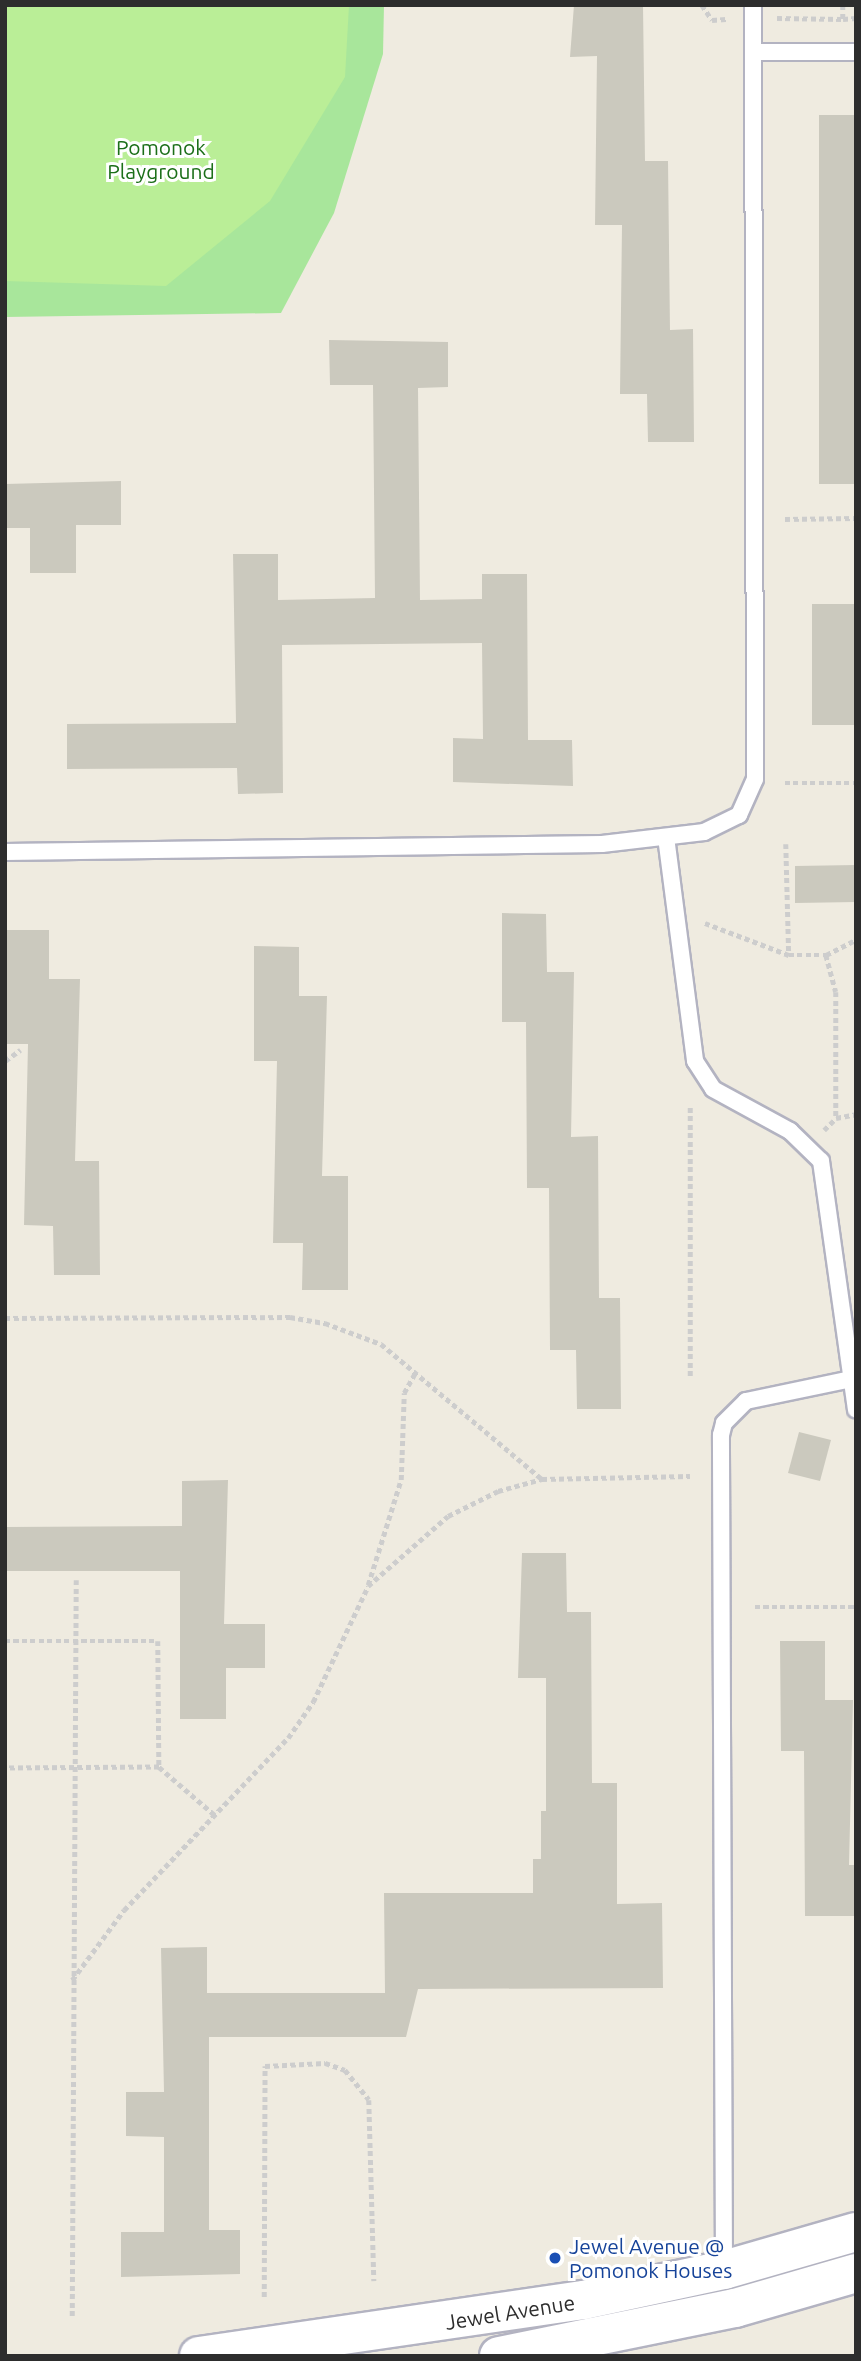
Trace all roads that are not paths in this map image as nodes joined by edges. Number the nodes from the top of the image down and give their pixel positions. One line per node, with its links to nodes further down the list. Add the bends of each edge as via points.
1 (754, 11): 2 (lane)
2 (756, 52): 3 (lane); 4 (lane, via 755,779 750,801 722,826)
3 (856, 52)
4 (666, 837): 5 (lane, via 442,849); 6 (lane, via 695,1061 713,1089 790,1131 821,1161)
5 (5, 852)
6 (853, 1378): 7 (lane); 9 (lane, via 746,1401 728,1417 721,1435)
7 (856, 1410)
8 (856, 2232): 9 (street, Jewel Avenue)
9 (724, 2270): 11 (street, Jewel Avenue, via 377,2334)
10 (856, 2273): 12 (street, Jewel Avenue, via 735,2308)
11 (199, 2356)
12 (499, 2356)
# # # #
[WHAT THE EXERCISE ASKS]:
Write out the data above exactly as it appears, but without any image.

[SOLUTION TO THIS PROBLEM]:
Trace all roads that are not paths in this map image as nodes joined by edges. Number the nodes from the top of the image down and give their pixel positions. One line per node, with its links to nodes further down the list. Add the bends of each edge as via points.
1 (754, 11): 2 (lane)
2 (756, 52): 3 (lane); 4 (lane, via 755,779 750,801 722,826)
3 (856, 52)
4 (666, 837): 5 (lane, via 442,849); 6 (lane, via 695,1061 713,1089 790,1131 821,1161)
5 (5, 852)
6 (853, 1378): 7 (lane); 9 (lane, via 746,1401 728,1417 721,1435)
7 (856, 1410)
8 (856, 2232): 9 (street, Jewel Avenue)
9 (724, 2270): 11 (street, Jewel Avenue, via 377,2334)
10 (856, 2273): 12 (street, Jewel Avenue, via 735,2308)
11 (199, 2356)
12 (499, 2356)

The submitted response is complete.